*WORK INSTRUCTION*. The entries shown below should be output exactly as they appear.

*RAW DATA*.

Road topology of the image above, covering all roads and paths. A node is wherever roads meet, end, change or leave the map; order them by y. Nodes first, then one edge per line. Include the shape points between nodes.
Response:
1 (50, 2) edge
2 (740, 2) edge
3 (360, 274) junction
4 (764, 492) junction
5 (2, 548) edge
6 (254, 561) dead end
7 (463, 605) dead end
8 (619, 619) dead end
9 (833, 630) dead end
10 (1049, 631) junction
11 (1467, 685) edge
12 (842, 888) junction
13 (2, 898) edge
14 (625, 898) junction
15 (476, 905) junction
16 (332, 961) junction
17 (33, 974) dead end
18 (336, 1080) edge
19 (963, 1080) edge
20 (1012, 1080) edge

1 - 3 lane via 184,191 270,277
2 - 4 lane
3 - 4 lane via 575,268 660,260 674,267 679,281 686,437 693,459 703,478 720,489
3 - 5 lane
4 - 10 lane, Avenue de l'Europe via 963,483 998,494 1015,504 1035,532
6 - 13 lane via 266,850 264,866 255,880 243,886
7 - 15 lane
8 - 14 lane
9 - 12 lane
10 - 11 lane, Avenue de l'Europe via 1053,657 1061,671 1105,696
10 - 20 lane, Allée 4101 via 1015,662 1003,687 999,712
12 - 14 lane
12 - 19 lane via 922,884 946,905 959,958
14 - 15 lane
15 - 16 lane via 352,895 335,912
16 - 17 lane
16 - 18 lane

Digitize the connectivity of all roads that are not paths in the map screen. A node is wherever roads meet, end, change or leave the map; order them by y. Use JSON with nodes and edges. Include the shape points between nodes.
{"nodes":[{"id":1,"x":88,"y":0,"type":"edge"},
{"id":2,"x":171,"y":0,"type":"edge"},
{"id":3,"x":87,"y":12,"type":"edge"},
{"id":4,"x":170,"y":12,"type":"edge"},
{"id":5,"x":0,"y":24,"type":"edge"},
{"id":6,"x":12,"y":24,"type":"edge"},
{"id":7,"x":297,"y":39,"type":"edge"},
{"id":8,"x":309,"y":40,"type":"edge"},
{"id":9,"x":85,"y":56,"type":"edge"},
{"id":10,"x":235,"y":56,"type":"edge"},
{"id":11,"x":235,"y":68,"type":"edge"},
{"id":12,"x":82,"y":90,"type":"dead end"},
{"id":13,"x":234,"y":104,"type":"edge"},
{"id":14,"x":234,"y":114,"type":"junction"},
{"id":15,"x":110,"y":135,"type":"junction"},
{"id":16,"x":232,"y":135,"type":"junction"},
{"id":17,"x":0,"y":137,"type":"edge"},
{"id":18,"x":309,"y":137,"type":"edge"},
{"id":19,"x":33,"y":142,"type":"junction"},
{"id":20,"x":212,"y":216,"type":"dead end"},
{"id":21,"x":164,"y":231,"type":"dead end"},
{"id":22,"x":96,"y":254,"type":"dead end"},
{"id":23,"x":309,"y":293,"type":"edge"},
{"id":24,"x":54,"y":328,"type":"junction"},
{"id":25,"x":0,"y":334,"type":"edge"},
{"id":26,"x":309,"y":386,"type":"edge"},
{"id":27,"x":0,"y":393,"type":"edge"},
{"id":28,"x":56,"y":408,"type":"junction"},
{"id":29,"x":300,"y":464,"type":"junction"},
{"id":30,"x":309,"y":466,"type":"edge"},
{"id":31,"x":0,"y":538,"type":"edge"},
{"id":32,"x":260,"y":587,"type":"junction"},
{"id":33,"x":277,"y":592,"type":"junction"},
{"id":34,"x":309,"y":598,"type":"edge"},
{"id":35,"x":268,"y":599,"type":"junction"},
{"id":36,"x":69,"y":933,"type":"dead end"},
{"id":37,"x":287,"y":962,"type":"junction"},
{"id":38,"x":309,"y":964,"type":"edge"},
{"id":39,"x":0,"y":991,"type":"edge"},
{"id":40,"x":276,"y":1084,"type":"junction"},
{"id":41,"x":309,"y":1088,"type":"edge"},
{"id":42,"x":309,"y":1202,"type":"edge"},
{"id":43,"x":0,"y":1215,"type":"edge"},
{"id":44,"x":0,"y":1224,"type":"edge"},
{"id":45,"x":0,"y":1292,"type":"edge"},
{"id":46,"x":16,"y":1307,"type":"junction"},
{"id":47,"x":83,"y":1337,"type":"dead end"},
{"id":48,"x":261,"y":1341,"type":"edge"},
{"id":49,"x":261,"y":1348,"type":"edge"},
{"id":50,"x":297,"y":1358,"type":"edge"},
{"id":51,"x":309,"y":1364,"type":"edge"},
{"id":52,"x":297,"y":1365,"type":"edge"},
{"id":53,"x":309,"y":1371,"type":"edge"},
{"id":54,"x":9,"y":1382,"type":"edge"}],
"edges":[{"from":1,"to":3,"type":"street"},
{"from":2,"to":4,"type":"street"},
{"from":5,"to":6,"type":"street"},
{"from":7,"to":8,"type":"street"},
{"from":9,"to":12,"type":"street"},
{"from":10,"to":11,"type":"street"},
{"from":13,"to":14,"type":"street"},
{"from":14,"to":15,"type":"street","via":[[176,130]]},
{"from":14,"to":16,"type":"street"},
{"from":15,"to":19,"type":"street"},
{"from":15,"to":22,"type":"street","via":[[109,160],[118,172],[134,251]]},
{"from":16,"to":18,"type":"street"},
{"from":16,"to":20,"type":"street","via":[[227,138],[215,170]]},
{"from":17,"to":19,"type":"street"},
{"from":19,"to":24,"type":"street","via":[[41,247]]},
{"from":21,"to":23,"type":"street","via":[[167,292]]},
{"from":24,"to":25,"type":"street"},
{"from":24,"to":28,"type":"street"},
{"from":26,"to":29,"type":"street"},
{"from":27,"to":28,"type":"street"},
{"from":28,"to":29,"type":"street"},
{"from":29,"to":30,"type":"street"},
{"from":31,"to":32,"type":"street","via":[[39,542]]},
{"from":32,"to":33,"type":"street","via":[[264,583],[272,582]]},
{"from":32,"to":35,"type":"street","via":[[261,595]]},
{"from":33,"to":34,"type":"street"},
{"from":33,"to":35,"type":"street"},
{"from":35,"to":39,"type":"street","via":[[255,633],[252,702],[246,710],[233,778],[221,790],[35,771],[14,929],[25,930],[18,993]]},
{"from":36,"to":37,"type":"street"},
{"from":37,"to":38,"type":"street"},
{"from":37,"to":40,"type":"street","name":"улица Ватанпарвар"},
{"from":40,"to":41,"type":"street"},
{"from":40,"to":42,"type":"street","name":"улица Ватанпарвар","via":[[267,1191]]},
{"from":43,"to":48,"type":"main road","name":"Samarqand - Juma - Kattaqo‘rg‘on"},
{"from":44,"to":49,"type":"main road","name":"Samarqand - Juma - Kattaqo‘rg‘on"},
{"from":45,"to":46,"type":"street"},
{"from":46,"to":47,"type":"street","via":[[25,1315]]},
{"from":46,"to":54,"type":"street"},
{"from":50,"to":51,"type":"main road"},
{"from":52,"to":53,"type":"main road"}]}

*REPLY TO THE EXERCISE*.
Road topology of the image above, covering all roads and paths. A node is wherever roads meet, end, change or leave the map; order them by y. Nodes first, then one edge per line. Include the shape points between nodes.
Response:
1 (50, 2) edge
2 (740, 2) edge
3 (360, 274) junction
4 (764, 492) junction
5 (2, 548) edge
6 (254, 561) dead end
7 (463, 605) dead end
8 (619, 619) dead end
9 (833, 630) dead end
10 (1049, 631) junction
11 (1467, 685) edge
12 (842, 888) junction
13 (2, 898) edge
14 (625, 898) junction
15 (476, 905) junction
16 (332, 961) junction
17 (33, 974) dead end
18 (336, 1080) edge
19 (963, 1080) edge
20 (1012, 1080) edge

1 - 3 lane via 184,191 270,277
2 - 4 lane
3 - 4 lane via 575,268 660,260 674,267 679,281 686,437 693,459 703,478 720,489
3 - 5 lane
4 - 10 lane, Avenue de l'Europe via 963,483 998,494 1015,504 1035,532
6 - 13 lane via 266,850 264,866 255,880 243,886
7 - 15 lane
8 - 14 lane
9 - 12 lane
10 - 11 lane, Avenue de l'Europe via 1053,657 1061,671 1105,696
10 - 20 lane, Allée 4101 via 1015,662 1003,687 999,712
12 - 14 lane
12 - 19 lane via 922,884 946,905 959,958
14 - 15 lane
15 - 16 lane via 352,895 335,912
16 - 17 lane
16 - 18 lane

Digitize the connectivity of all roads that are not paths in the map screen. A node is wherever roads meet, end, change or leave the map; order them by y. Use JSON with nodes and edges. Include the shape points between nodes.
{"nodes":[{"id":1,"x":88,"y":0,"type":"edge"},
{"id":2,"x":171,"y":0,"type":"edge"},
{"id":3,"x":87,"y":12,"type":"edge"},
{"id":4,"x":170,"y":12,"type":"edge"},
{"id":5,"x":0,"y":24,"type":"edge"},
{"id":6,"x":12,"y":24,"type":"edge"},
{"id":7,"x":297,"y":39,"type":"edge"},
{"id":8,"x":309,"y":40,"type":"edge"},
{"id":9,"x":85,"y":56,"type":"edge"},
{"id":10,"x":235,"y":56,"type":"edge"},
{"id":11,"x":235,"y":68,"type":"edge"},
{"id":12,"x":82,"y":90,"type":"dead end"},
{"id":13,"x":234,"y":104,"type":"edge"},
{"id":14,"x":234,"y":114,"type":"junction"},
{"id":15,"x":110,"y":135,"type":"junction"},
{"id":16,"x":232,"y":135,"type":"junction"},
{"id":17,"x":0,"y":137,"type":"edge"},
{"id":18,"x":309,"y":137,"type":"edge"},
{"id":19,"x":33,"y":142,"type":"junction"},
{"id":20,"x":212,"y":216,"type":"dead end"},
{"id":21,"x":164,"y":231,"type":"dead end"},
{"id":22,"x":96,"y":254,"type":"dead end"},
{"id":23,"x":309,"y":293,"type":"edge"},
{"id":24,"x":54,"y":328,"type":"junction"},
{"id":25,"x":0,"y":334,"type":"edge"},
{"id":26,"x":309,"y":386,"type":"edge"},
{"id":27,"x":0,"y":393,"type":"edge"},
{"id":28,"x":56,"y":408,"type":"junction"},
{"id":29,"x":300,"y":464,"type":"junction"},
{"id":30,"x":309,"y":466,"type":"edge"},
{"id":31,"x":0,"y":538,"type":"edge"},
{"id":32,"x":260,"y":587,"type":"junction"},
{"id":33,"x":277,"y":592,"type":"junction"},
{"id":34,"x":309,"y":598,"type":"edge"},
{"id":35,"x":268,"y":599,"type":"junction"},
{"id":36,"x":69,"y":933,"type":"dead end"},
{"id":37,"x":287,"y":962,"type":"junction"},
{"id":38,"x":309,"y":964,"type":"edge"},
{"id":39,"x":0,"y":991,"type":"edge"},
{"id":40,"x":276,"y":1084,"type":"junction"},
{"id":41,"x":309,"y":1088,"type":"edge"},
{"id":42,"x":309,"y":1202,"type":"edge"},
{"id":43,"x":0,"y":1215,"type":"edge"},
{"id":44,"x":0,"y":1224,"type":"edge"},
{"id":45,"x":0,"y":1292,"type":"edge"},
{"id":46,"x":16,"y":1307,"type":"junction"},
{"id":47,"x":83,"y":1337,"type":"dead end"},
{"id":48,"x":261,"y":1341,"type":"edge"},
{"id":49,"x":261,"y":1348,"type":"edge"},
{"id":50,"x":297,"y":1358,"type":"edge"},
{"id":51,"x":309,"y":1364,"type":"edge"},
{"id":52,"x":297,"y":1365,"type":"edge"},
{"id":53,"x":309,"y":1371,"type":"edge"},
{"id":54,"x":9,"y":1382,"type":"edge"}],
"edges":[{"from":1,"to":3,"type":"street"},
{"from":2,"to":4,"type":"street"},
{"from":5,"to":6,"type":"street"},
{"from":7,"to":8,"type":"street"},
{"from":9,"to":12,"type":"street"},
{"from":10,"to":11,"type":"street"},
{"from":13,"to":14,"type":"street"},
{"from":14,"to":15,"type":"street","via":[[176,130]]},
{"from":14,"to":16,"type":"street"},
{"from":15,"to":19,"type":"street"},
{"from":15,"to":22,"type":"street","via":[[109,160],[118,172],[134,251]]},
{"from":16,"to":18,"type":"street"},
{"from":16,"to":20,"type":"street","via":[[227,138],[215,170]]},
{"from":17,"to":19,"type":"street"},
{"from":19,"to":24,"type":"street","via":[[41,247]]},
{"from":21,"to":23,"type":"street","via":[[167,292]]},
{"from":24,"to":25,"type":"street"},
{"from":24,"to":28,"type":"street"},
{"from":26,"to":29,"type":"street"},
{"from":27,"to":28,"type":"street"},
{"from":28,"to":29,"type":"street"},
{"from":29,"to":30,"type":"street"},
{"from":31,"to":32,"type":"street","via":[[39,542]]},
{"from":32,"to":33,"type":"street","via":[[264,583],[272,582]]},
{"from":32,"to":35,"type":"street","via":[[261,595]]},
{"from":33,"to":34,"type":"street"},
{"from":33,"to":35,"type":"street"},
{"from":35,"to":39,"type":"street","via":[[255,633],[252,702],[246,710],[233,778],[221,790],[35,771],[14,929],[25,930],[18,993]]},
{"from":36,"to":37,"type":"street"},
{"from":37,"to":38,"type":"street"},
{"from":37,"to":40,"type":"street","name":"улица Ватанпарвар"},
{"from":40,"to":41,"type":"street"},
{"from":40,"to":42,"type":"street","name":"улица Ватанпарвар","via":[[267,1191]]},
{"from":43,"to":48,"type":"main road","name":"Samarqand - Juma - Kattaqo‘rg‘on"},
{"from":44,"to":49,"type":"main road","name":"Samarqand - Juma - Kattaqo‘rg‘on"},
{"from":45,"to":46,"type":"street"},
{"from":46,"to":47,"type":"street","via":[[25,1315]]},
{"from":46,"to":54,"type":"street"},
{"from":50,"to":51,"type":"main road"},
{"from":52,"to":53,"type":"main road"}]}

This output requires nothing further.